● Given entries:
---*---

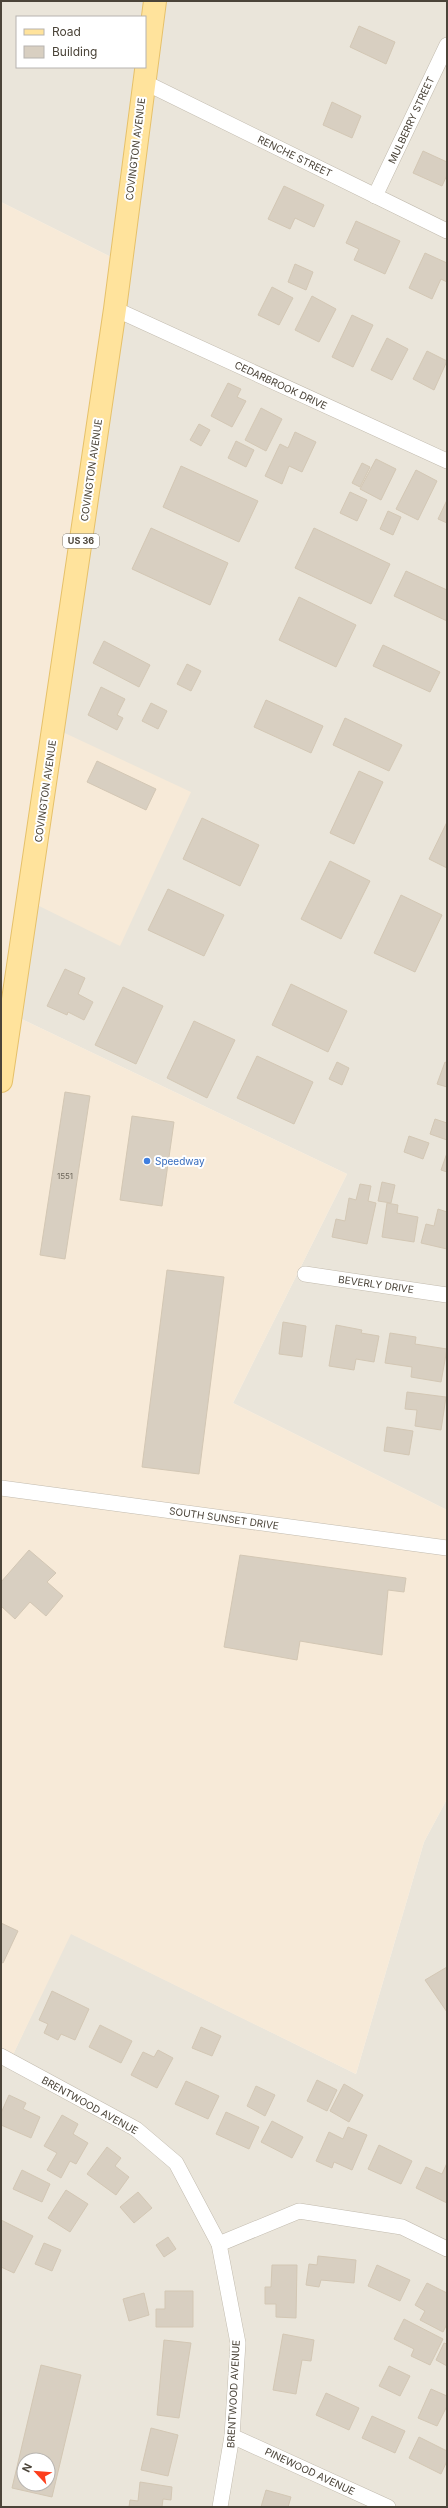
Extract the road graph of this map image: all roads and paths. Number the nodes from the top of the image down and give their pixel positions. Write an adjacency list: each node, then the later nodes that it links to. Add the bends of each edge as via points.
1 (155, 1): 3 (main road, COVINGTON AVENUE / US 36)
2 (447, 45): 6 (street, MULBERRY STREET)
3 (146, 67)
4 (146, 68): 5 (main road, COVINGTON AVENUE / US 36)
5 (144, 82): 6 (street, RENCHE STREET); 8 (main road, COVINGTON AVENUE / US 36)
6 (375, 196): 7 (street, RENCHE STREET)
7 (447, 231)
8 (115, 309): 9 (street, CEDARBROOK DRIVE); 10 (main road, COVINGTON AVENUE / US 36)
9 (447, 461)
10 (1, 1081)
11 (305, 1274): 12 (street, BEVERLY DRIVE)
12 (447, 1294)
13 (1, 1488): 14 (street, SOUTH SUNSET DRIVE)
14 (447, 1548)
15 (1, 2056): 16 (street, BRENTWOOD AVENUE, via 136,2129 176,2163)
16 (218, 2244): 17 (street, via 299,2211 402,2227); 18 (street, BRENTWOOD AVENUE, via 238,2343)
17 (447, 2249)
18 (232, 2436): 19 (street, BRENTWOOD AVENUE); 20 (street, PINEWOOD AVENUE)
19 (220, 2507)
20 (388, 2507)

---*---

● Task details: From the listing, extract all text exactly as given and drop any picture.

● Response:
Extract the road graph of this map image: all roads and paths. Number the nodes from the top of the image down and give their pixel positions. Write an adjacency list: each node, then the later nodes that it links to. Add the bends of each edge as via points.
1 (155, 1): 3 (main road, COVINGTON AVENUE / US 36)
2 (447, 45): 6 (street, MULBERRY STREET)
3 (146, 67)
4 (146, 68): 5 (main road, COVINGTON AVENUE / US 36)
5 (144, 82): 6 (street, RENCHE STREET); 8 (main road, COVINGTON AVENUE / US 36)
6 (375, 196): 7 (street, RENCHE STREET)
7 (447, 231)
8 (115, 309): 9 (street, CEDARBROOK DRIVE); 10 (main road, COVINGTON AVENUE / US 36)
9 (447, 461)
10 (1, 1081)
11 (305, 1274): 12 (street, BEVERLY DRIVE)
12 (447, 1294)
13 (1, 1488): 14 (street, SOUTH SUNSET DRIVE)
14 (447, 1548)
15 (1, 2056): 16 (street, BRENTWOOD AVENUE, via 136,2129 176,2163)
16 (218, 2244): 17 (street, via 299,2211 402,2227); 18 (street, BRENTWOOD AVENUE, via 238,2343)
17 (447, 2249)
18 (232, 2436): 19 (street, BRENTWOOD AVENUE); 20 (street, PINEWOOD AVENUE)
19 (220, 2507)
20 (388, 2507)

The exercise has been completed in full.